Return the full set of entries precisely. Do not carry over any pictures.

[Extracted records]
>>>

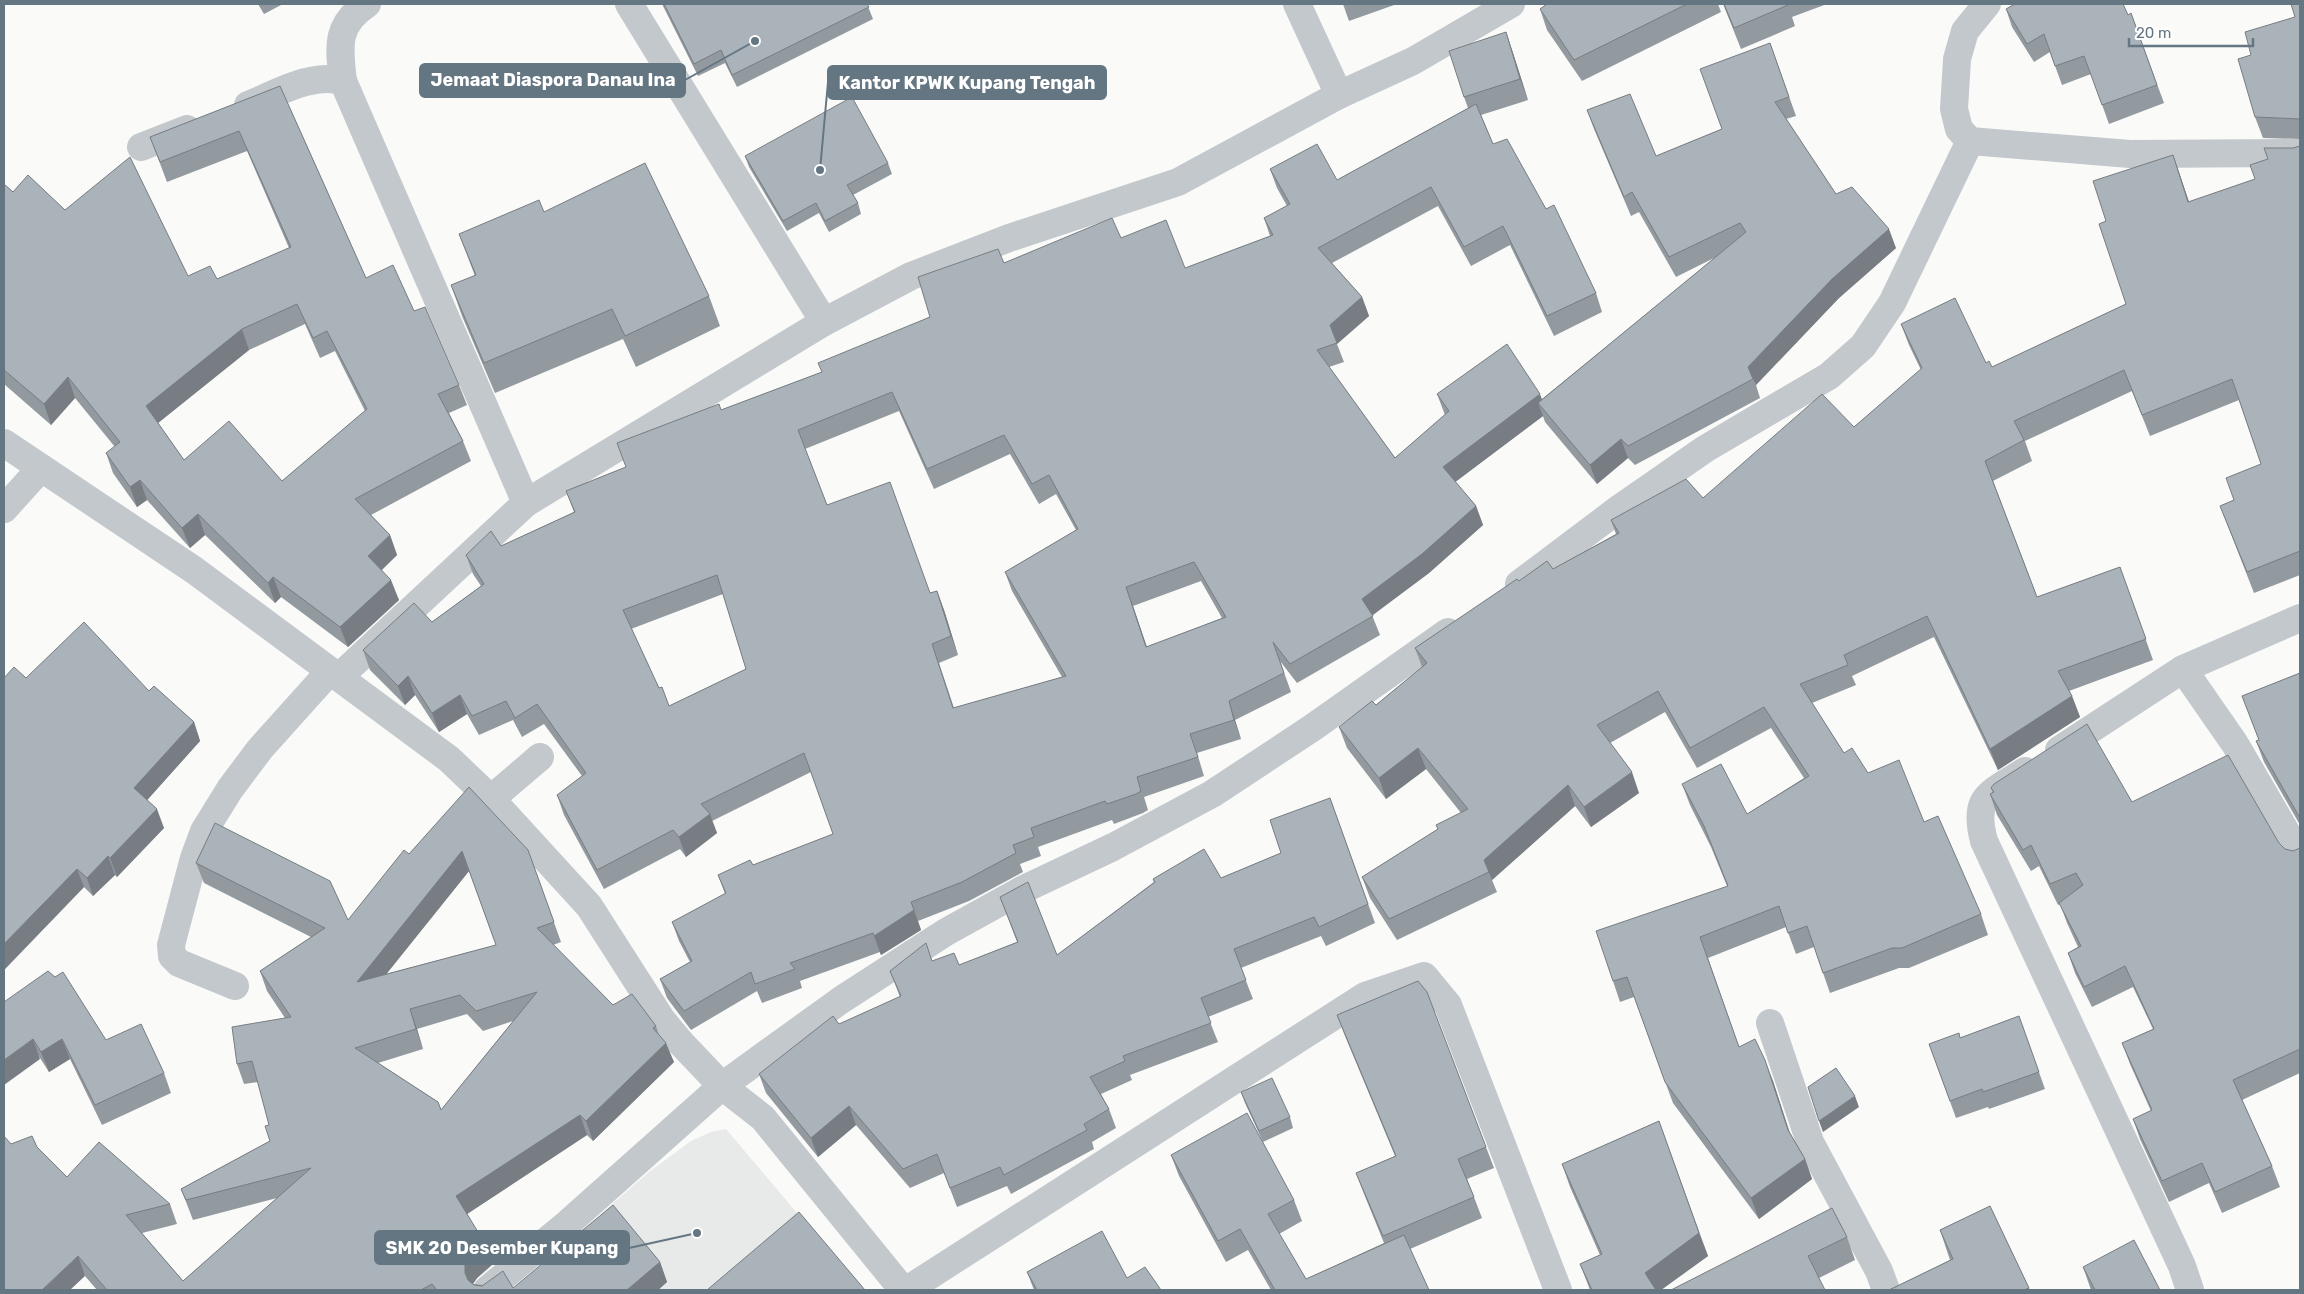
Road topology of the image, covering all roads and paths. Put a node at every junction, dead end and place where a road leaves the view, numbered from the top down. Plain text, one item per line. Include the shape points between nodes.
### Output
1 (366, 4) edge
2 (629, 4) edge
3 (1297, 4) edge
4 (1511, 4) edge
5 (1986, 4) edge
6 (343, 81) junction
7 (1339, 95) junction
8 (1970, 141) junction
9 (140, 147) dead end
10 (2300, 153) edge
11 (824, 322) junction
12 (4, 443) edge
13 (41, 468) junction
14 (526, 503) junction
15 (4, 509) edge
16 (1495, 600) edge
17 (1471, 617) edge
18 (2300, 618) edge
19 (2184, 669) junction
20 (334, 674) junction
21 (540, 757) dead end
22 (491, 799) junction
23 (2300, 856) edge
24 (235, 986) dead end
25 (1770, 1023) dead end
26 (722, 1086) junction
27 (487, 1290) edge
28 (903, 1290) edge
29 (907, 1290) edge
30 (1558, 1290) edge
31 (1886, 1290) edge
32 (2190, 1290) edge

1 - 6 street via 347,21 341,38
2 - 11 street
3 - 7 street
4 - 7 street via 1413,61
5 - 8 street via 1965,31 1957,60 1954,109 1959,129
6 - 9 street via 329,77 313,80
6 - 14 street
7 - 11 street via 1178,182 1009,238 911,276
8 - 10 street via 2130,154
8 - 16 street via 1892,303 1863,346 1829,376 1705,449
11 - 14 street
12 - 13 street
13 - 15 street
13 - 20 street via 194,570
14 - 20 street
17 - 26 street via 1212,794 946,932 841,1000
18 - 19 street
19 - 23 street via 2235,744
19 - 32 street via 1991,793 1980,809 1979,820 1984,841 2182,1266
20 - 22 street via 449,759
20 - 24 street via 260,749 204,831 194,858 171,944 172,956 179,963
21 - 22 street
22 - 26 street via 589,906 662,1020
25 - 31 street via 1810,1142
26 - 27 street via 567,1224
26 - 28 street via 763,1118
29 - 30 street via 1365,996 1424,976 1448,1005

<<<

SOLUTION FOR THIS EXERCISE:
Road topology of the image, covering all roads and paths. Put a node at every junction, dead end and place where a road leaves the view, numbered from the top down. Plain text, one item per line. Include the shape points between nodes.
### Output
1 (366, 4) edge
2 (629, 4) edge
3 (1297, 4) edge
4 (1511, 4) edge
5 (1986, 4) edge
6 (343, 81) junction
7 (1339, 95) junction
8 (1970, 141) junction
9 (140, 147) dead end
10 (2300, 153) edge
11 (824, 322) junction
12 (4, 443) edge
13 (41, 468) junction
14 (526, 503) junction
15 (4, 509) edge
16 (1495, 600) edge
17 (1471, 617) edge
18 (2300, 618) edge
19 (2184, 669) junction
20 (334, 674) junction
21 (540, 757) dead end
22 (491, 799) junction
23 (2300, 856) edge
24 (235, 986) dead end
25 (1770, 1023) dead end
26 (722, 1086) junction
27 (487, 1290) edge
28 (903, 1290) edge
29 (907, 1290) edge
30 (1558, 1290) edge
31 (1886, 1290) edge
32 (2190, 1290) edge

1 - 6 street via 347,21 341,38
2 - 11 street
3 - 7 street
4 - 7 street via 1413,61
5 - 8 street via 1965,31 1957,60 1954,109 1959,129
6 - 9 street via 329,77 313,80
6 - 14 street
7 - 11 street via 1178,182 1009,238 911,276
8 - 10 street via 2130,154
8 - 16 street via 1892,303 1863,346 1829,376 1705,449
11 - 14 street
12 - 13 street
13 - 15 street
13 - 20 street via 194,570
14 - 20 street
17 - 26 street via 1212,794 946,932 841,1000
18 - 19 street
19 - 23 street via 2235,744
19 - 32 street via 1991,793 1980,809 1979,820 1984,841 2182,1266
20 - 22 street via 449,759
20 - 24 street via 260,749 204,831 194,858 171,944 172,956 179,963
21 - 22 street
22 - 26 street via 589,906 662,1020
25 - 31 street via 1810,1142
26 - 27 street via 567,1224
26 - 28 street via 763,1118
29 - 30 street via 1365,996 1424,976 1448,1005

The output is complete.